メディケイド免除規制の概要と実務的なポイント

メディケイド免除(waiver)は、州が連邦資金を従来の州・連邦基準に合致しない形で活用できる制度です。主に以下の3つの条項が利用されます。

Section 1115 ― 研究・実証プロジェクト

社会保障法第1115条は、メディケイドの目的達成に資する実験的・パイロット的な研究・実証プロジェクトを許可します。承認は米国保健福祉省長官が行い、州は新たな政策アイデアを試す柔軟性を得ます。対象は従来メディケイドの対象外だった人々や、通常カバーされないサービスも含まれ、5年ごとの期間で予算中立性(連邦政府への追加費用がないこと)が条件となります。

1915(b) と 1915(c) の組み合わせ免除

多くの州は1915(b)条と1915(c)条を組み合わせ、 高齢者や障害者に継続的なサービスを提供しています。1915(b)はサービス提供者の選択を限定できる権限を、1915(c)は在宅・地域ベースの長期ケア(例:家事支援やレスパイトケア)を認めます。組み合わせる際は、各免除の要件(1915(b)の費用効果と1915(c)の予算中立性)を別々に満たす必要があり、更新手続きも個別に行います。
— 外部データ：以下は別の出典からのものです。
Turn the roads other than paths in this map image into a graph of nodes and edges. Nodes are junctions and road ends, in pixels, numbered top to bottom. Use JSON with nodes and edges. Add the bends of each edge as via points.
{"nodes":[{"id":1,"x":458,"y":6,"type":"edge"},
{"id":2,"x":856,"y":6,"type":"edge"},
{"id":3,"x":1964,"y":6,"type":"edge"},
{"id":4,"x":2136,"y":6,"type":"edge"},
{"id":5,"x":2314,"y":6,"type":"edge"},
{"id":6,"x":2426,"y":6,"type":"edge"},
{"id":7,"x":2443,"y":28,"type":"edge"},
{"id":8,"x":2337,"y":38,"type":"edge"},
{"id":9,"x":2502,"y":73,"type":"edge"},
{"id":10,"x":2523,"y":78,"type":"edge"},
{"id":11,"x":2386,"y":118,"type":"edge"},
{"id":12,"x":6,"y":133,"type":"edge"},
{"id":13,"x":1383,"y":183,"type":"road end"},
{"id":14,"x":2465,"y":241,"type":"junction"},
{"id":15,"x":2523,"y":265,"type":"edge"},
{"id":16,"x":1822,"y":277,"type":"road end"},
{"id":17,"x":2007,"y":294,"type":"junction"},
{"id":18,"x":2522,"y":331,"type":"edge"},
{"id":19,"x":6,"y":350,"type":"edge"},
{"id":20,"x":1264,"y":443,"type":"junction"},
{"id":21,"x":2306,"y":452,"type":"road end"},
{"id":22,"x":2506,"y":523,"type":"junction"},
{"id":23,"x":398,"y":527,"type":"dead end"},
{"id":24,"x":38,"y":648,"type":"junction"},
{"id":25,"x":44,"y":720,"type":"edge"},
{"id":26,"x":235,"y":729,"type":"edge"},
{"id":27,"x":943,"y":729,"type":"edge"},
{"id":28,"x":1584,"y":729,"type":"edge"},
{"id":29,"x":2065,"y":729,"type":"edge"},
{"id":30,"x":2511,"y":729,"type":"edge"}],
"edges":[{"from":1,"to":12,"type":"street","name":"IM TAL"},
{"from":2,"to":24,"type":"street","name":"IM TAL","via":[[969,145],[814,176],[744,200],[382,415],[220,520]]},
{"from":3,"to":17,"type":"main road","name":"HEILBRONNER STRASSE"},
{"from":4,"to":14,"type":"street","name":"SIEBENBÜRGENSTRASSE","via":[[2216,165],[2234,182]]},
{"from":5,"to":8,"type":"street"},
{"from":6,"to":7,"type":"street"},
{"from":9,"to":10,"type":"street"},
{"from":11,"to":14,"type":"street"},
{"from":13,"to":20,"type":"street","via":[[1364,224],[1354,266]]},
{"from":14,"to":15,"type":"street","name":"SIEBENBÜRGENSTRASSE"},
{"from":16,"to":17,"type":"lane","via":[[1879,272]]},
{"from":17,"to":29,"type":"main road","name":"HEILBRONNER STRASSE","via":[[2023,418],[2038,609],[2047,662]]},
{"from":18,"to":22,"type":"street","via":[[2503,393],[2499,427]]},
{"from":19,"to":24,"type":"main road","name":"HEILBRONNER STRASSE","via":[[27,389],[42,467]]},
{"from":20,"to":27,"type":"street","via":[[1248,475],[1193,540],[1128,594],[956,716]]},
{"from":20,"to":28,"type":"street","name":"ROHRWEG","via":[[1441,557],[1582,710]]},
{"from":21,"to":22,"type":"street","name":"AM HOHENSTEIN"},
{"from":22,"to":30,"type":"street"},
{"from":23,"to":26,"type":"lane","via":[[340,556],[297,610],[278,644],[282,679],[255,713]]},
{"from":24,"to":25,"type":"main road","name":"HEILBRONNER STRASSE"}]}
Section 1915(c) ― 在宅・地域ベースのサービス免除

1915(c)免除では、熟練看護などの医療サービスと、レスパイトケアや家事支援といった非医療サービスを同一プログラムで提供できます。非医療サービスは、資格を満たす家族や友人が提供者になることも可能ですが、配偶者や未成年子どもの親が有償で提供することは原則認められていません。利用者数や提供者の範囲は州ごとの裁量で決定されます。